* TASK TO CARRY OUT
Retype the data below verbatim; pictures do not belong in the copy.

Stored data
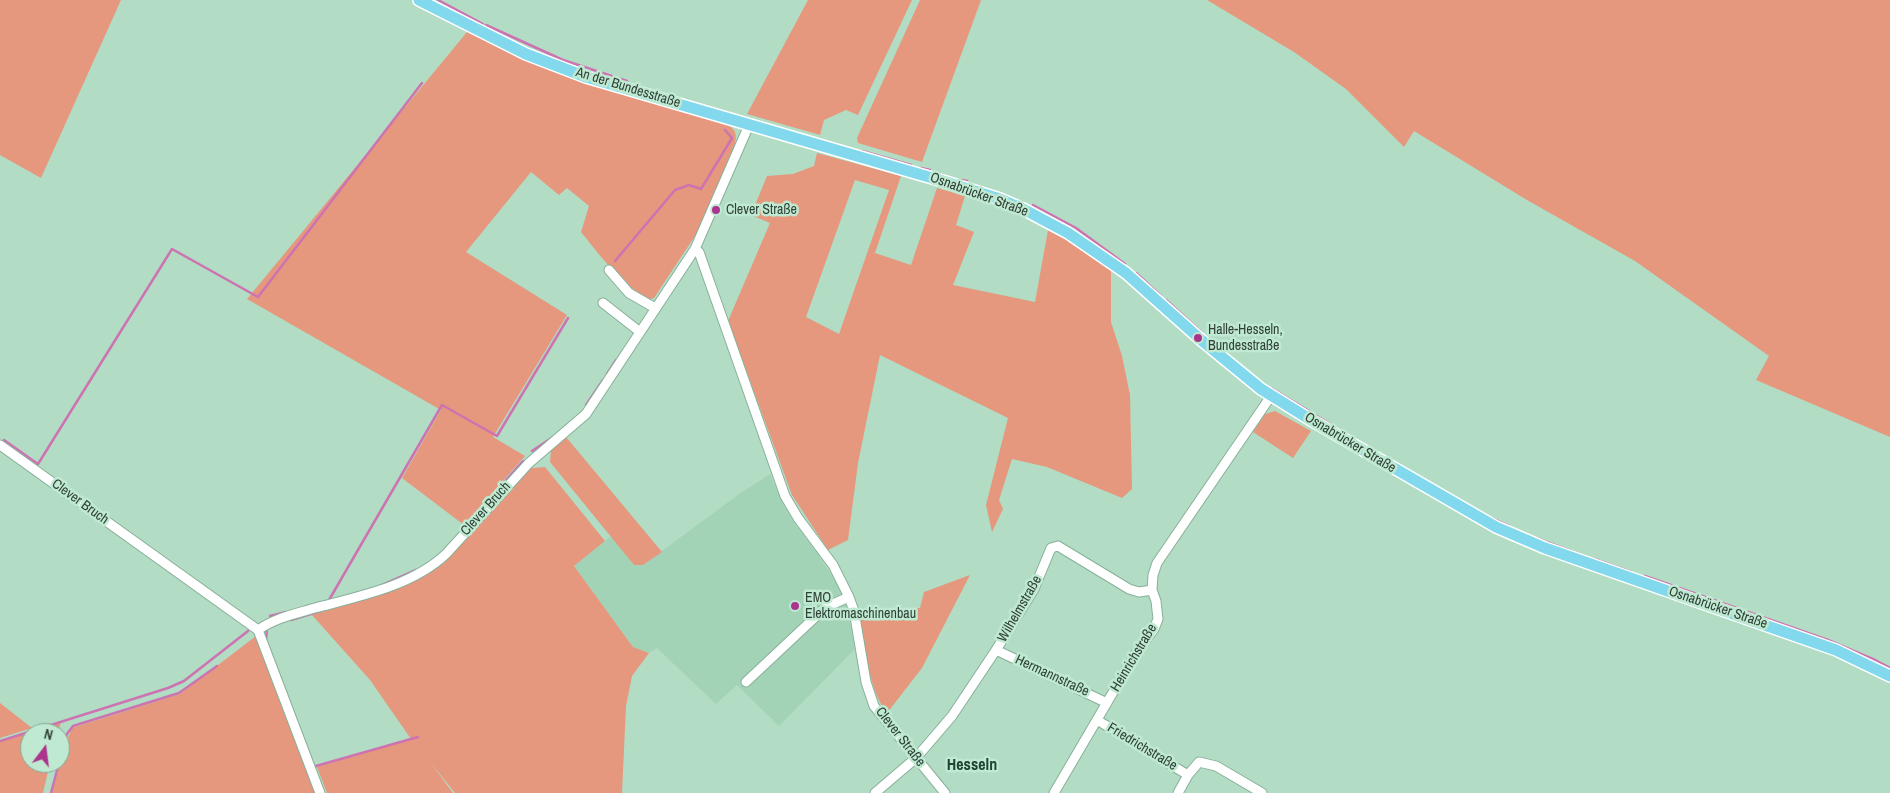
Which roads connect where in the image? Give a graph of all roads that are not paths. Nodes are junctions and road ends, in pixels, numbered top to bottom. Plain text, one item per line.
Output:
1 (419, 0) edge
2 (749, 125) junction
3 (845, 153) joint
4 (695, 249) junction
5 (609, 270) dead end
6 (603, 303) dead end
7 (655, 308) junction
8 (640, 332) junction
9 (1272, 396) junction
10 (0, 445) edge
11 (1152, 590) junction
12 (849, 597) junction
13 (258, 630) junction
14 (996, 650) junction
15 (1890, 676) edge
16 (746, 682) dead end
17 (1107, 703) junction
18 (1097, 720) junction
19 (916, 758) junction
20 (1188, 775) junction
21 (320, 793) edge
22 (875, 793) edge
23 (945, 793) edge
24 (1054, 793) edge
25 (1178, 793) edge
26 (1262, 793) edge

1 - 2 main road, An der Bundesstraße
2 - 3 main road, An der Bundesstraße
2 - 4 street
3 - 9 main road, Osnabrücker Straße
4 - 7 street, Clever Bruch
4 - 12 street, Clever Straße
5 - 7 street
6 - 8 street
7 - 8 street, Clever Bruch
8 - 13 street, Clever Bruch
9 - 11 street, Heinrichstraße
9 - 15 main road, Osnabrücker Straße
10 - 13 street, Clever Bruch
11 - 14 street, Wilhelmstraße
11 - 17 street, Heinrichstraße
12 - 16 street
12 - 19 street, Clever Straße
13 - 21 street
14 - 17 street, Hermannstraße
14 - 19 street, Wilhelmstraße
17 - 18 street, Heinrichstraße
18 - 20 street, Friedrichstraße
18 - 24 street, Heinrichstraße
19 - 22 street, Wilhelmstraße
19 - 23 street, Clever Straße
20 - 25 street
20 - 26 street, Friedrichstraße

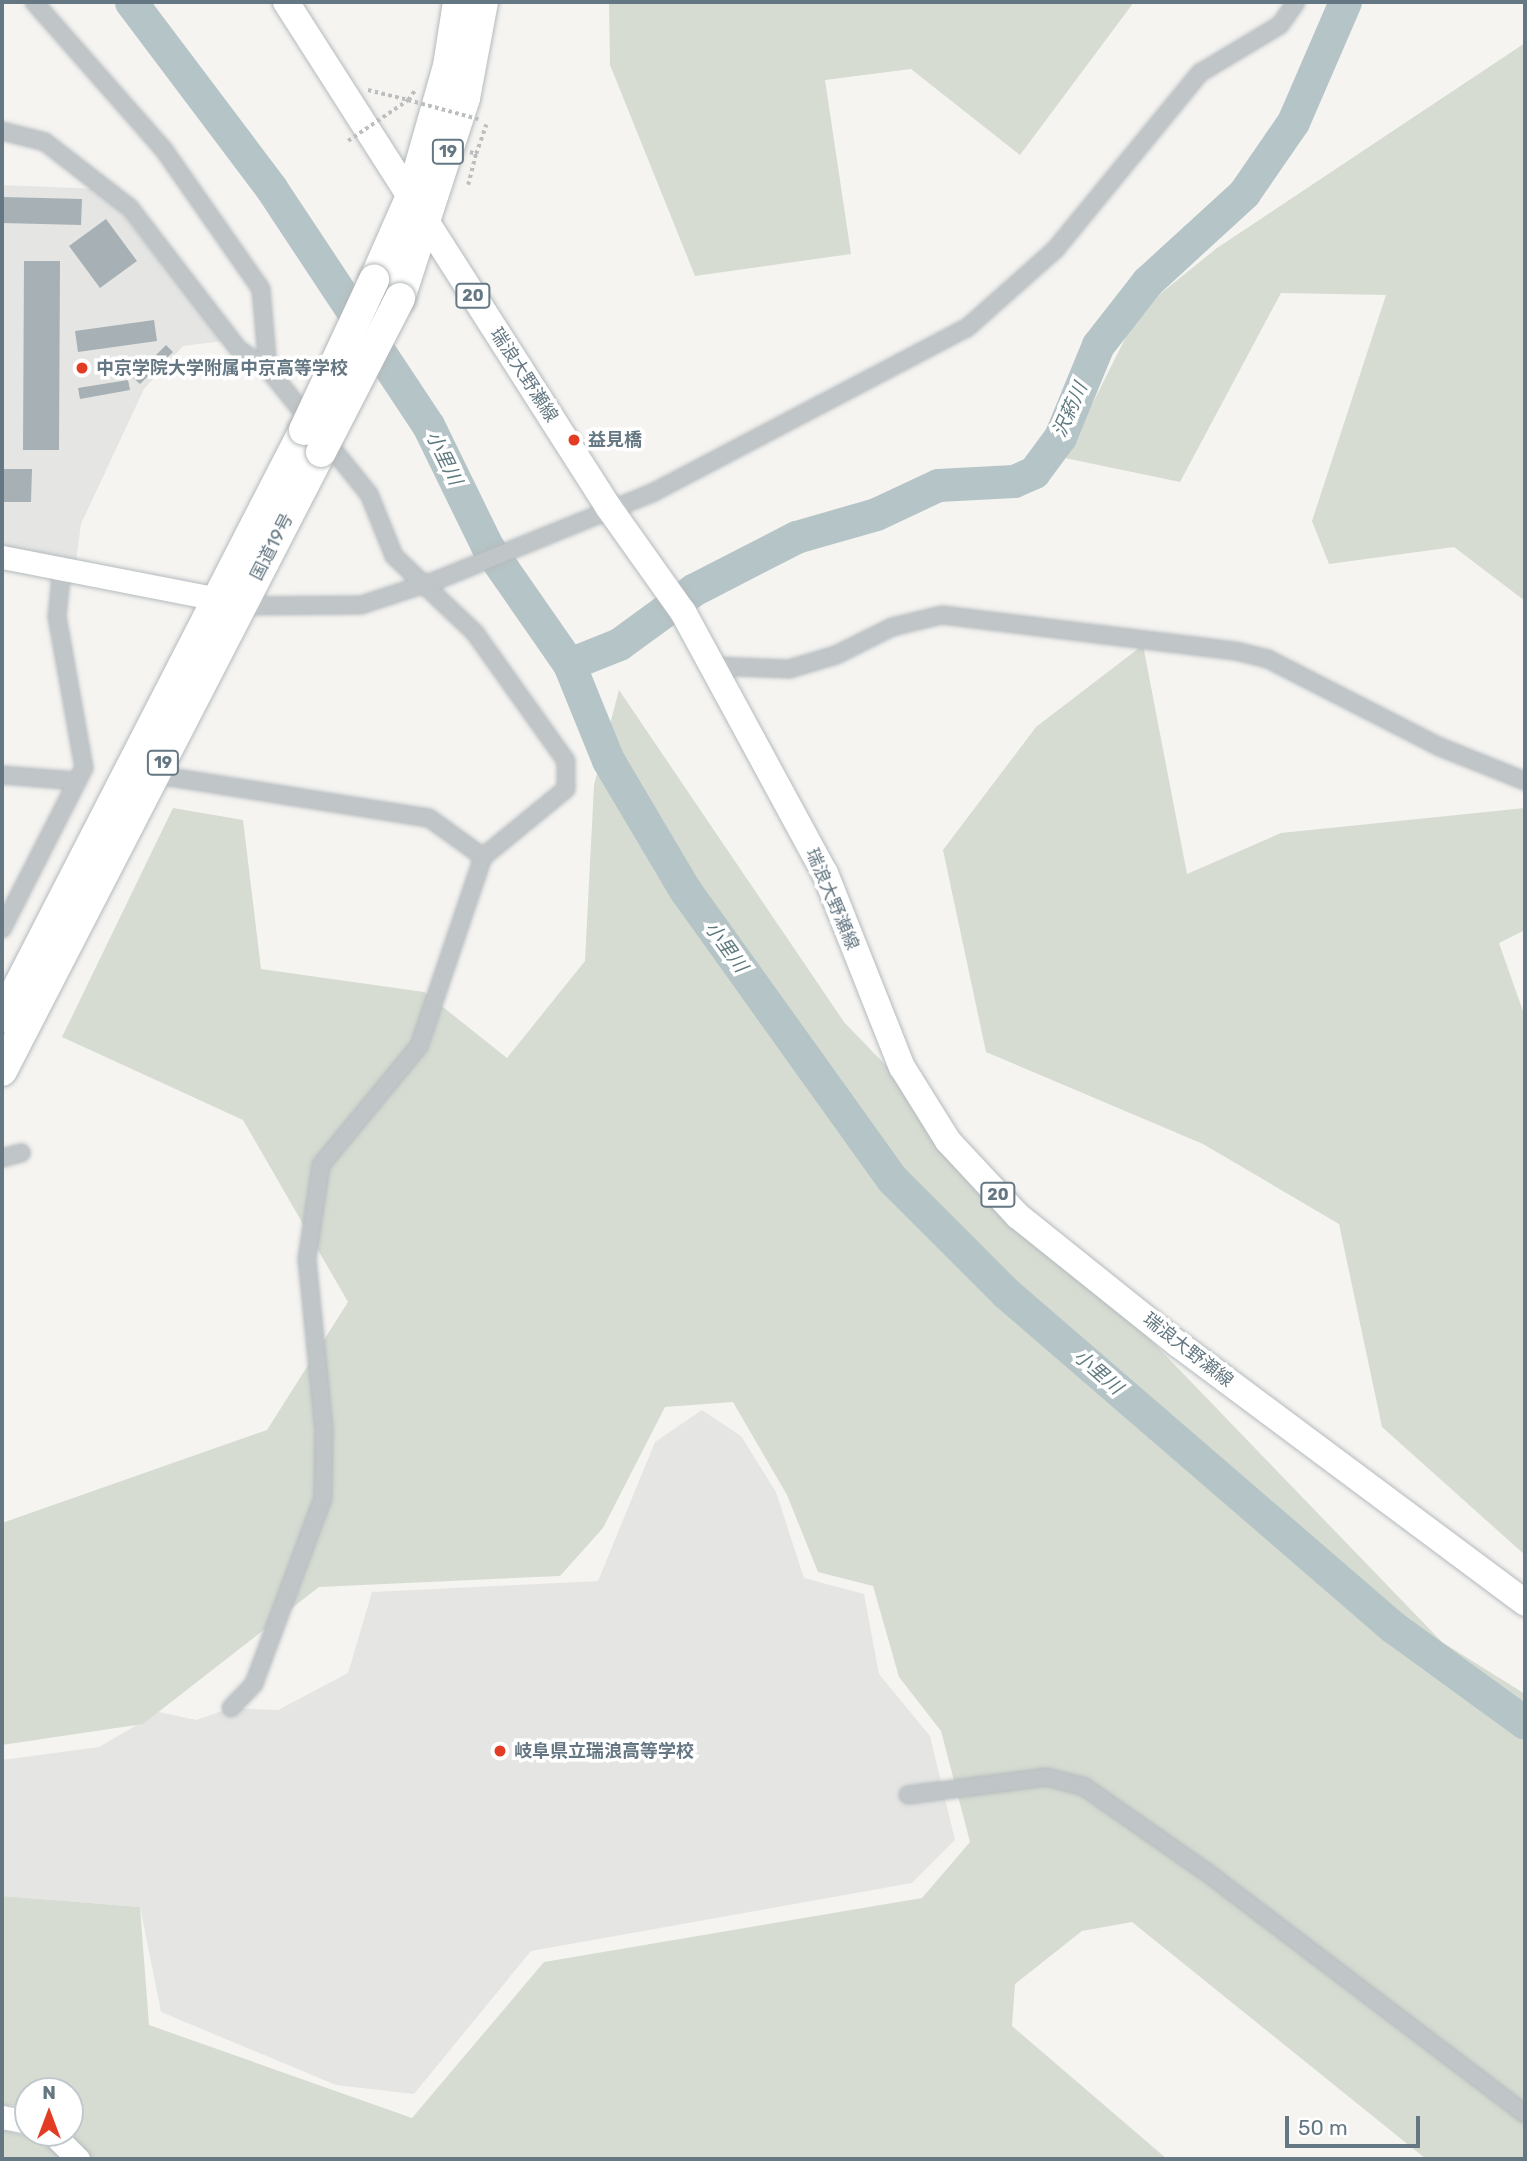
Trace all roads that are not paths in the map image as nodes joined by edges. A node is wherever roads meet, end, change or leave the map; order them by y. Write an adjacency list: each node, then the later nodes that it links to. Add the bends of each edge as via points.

* OUTPUT FOR THIS EXERCISE
Which roads connect where in the image? Give a graph of all roads that are not paths. Nodes are junctions and road ends, in pixels, numbered top to bottom. Plain text, one item per line.
Output:
1 (419, 0) edge
2 (749, 125) junction
3 (845, 153) joint
4 (695, 249) junction
5 (609, 270) dead end
6 (603, 303) dead end
7 (655, 308) junction
8 (640, 332) junction
9 (1272, 396) junction
10 (0, 445) edge
11 (1152, 590) junction
12 (849, 597) junction
13 (258, 630) junction
14 (996, 650) junction
15 (1890, 676) edge
16 (746, 682) dead end
17 (1107, 703) junction
18 (1097, 720) junction
19 (916, 758) junction
20 (1188, 775) junction
21 (320, 793) edge
22 (875, 793) edge
23 (945, 793) edge
24 (1054, 793) edge
25 (1178, 793) edge
26 (1262, 793) edge

1 - 2 main road, An der Bundesstraße
2 - 3 main road, An der Bundesstraße
2 - 4 street
3 - 9 main road, Osnabrücker Straße
4 - 7 street, Clever Bruch
4 - 12 street, Clever Straße
5 - 7 street
6 - 8 street
7 - 8 street, Clever Bruch
8 - 13 street, Clever Bruch
9 - 11 street, Heinrichstraße
9 - 15 main road, Osnabrücker Straße
10 - 13 street, Clever Bruch
11 - 14 street, Wilhelmstraße
11 - 17 street, Heinrichstraße
12 - 16 street
12 - 19 street, Clever Straße
13 - 21 street
14 - 17 street, Hermannstraße
14 - 19 street, Wilhelmstraße
17 - 18 street, Heinrichstraße
18 - 20 street, Friedrichstraße
18 - 24 street, Heinrichstraße
19 - 22 street, Wilhelmstraße
19 - 23 street, Clever Straße
20 - 25 street
20 - 26 street, Friedrichstraße

Trace all roads that are not paths in the map image as nodes joined by edges. A node is wherever roads meet, end, change or leave the map; order them by y. Write an adjacency list: each node, then the later nodes that it links to. Add the bends of each edge as via points.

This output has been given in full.